Activity
Within the data below, state how many lines contain the string "Vale". Provide the number only.

Information given

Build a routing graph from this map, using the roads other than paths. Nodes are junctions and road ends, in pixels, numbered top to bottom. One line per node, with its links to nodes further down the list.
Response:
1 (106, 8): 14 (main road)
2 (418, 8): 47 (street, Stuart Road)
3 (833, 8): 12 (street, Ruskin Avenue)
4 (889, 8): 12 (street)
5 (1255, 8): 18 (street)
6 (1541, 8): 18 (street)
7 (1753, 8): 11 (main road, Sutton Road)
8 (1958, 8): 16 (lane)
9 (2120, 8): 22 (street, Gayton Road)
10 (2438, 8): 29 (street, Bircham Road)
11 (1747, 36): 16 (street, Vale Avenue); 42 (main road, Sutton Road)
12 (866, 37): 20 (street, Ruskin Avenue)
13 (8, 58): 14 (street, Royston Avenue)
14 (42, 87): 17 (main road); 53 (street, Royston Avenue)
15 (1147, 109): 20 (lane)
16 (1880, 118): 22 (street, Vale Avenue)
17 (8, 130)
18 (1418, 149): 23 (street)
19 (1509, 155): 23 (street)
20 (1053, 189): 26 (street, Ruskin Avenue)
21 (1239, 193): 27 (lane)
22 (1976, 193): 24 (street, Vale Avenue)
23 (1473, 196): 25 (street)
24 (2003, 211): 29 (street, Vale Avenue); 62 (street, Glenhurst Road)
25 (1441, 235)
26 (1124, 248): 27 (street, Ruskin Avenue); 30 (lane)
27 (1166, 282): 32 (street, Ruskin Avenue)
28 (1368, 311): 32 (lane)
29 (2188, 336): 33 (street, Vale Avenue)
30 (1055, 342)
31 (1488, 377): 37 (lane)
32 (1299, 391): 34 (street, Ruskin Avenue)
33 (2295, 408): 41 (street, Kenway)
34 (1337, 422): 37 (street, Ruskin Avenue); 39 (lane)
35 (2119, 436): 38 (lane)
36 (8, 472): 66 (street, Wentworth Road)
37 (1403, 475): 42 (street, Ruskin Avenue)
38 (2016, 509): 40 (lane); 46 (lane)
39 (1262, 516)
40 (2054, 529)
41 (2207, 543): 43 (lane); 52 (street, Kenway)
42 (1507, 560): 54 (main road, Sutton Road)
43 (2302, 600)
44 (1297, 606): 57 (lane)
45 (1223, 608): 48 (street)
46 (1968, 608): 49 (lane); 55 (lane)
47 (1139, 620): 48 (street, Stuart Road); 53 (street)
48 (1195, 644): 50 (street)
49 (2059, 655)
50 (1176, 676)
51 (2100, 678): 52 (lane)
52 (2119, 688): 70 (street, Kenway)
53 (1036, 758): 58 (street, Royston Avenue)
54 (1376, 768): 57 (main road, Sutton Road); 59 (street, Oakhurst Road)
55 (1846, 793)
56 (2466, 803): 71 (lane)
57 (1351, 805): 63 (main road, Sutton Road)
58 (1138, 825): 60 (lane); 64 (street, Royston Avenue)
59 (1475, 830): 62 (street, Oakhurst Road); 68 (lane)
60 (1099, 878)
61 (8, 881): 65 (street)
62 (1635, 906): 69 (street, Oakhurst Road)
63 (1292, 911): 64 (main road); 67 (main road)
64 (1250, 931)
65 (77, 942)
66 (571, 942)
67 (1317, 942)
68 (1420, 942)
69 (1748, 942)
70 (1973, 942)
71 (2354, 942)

Result of the task
5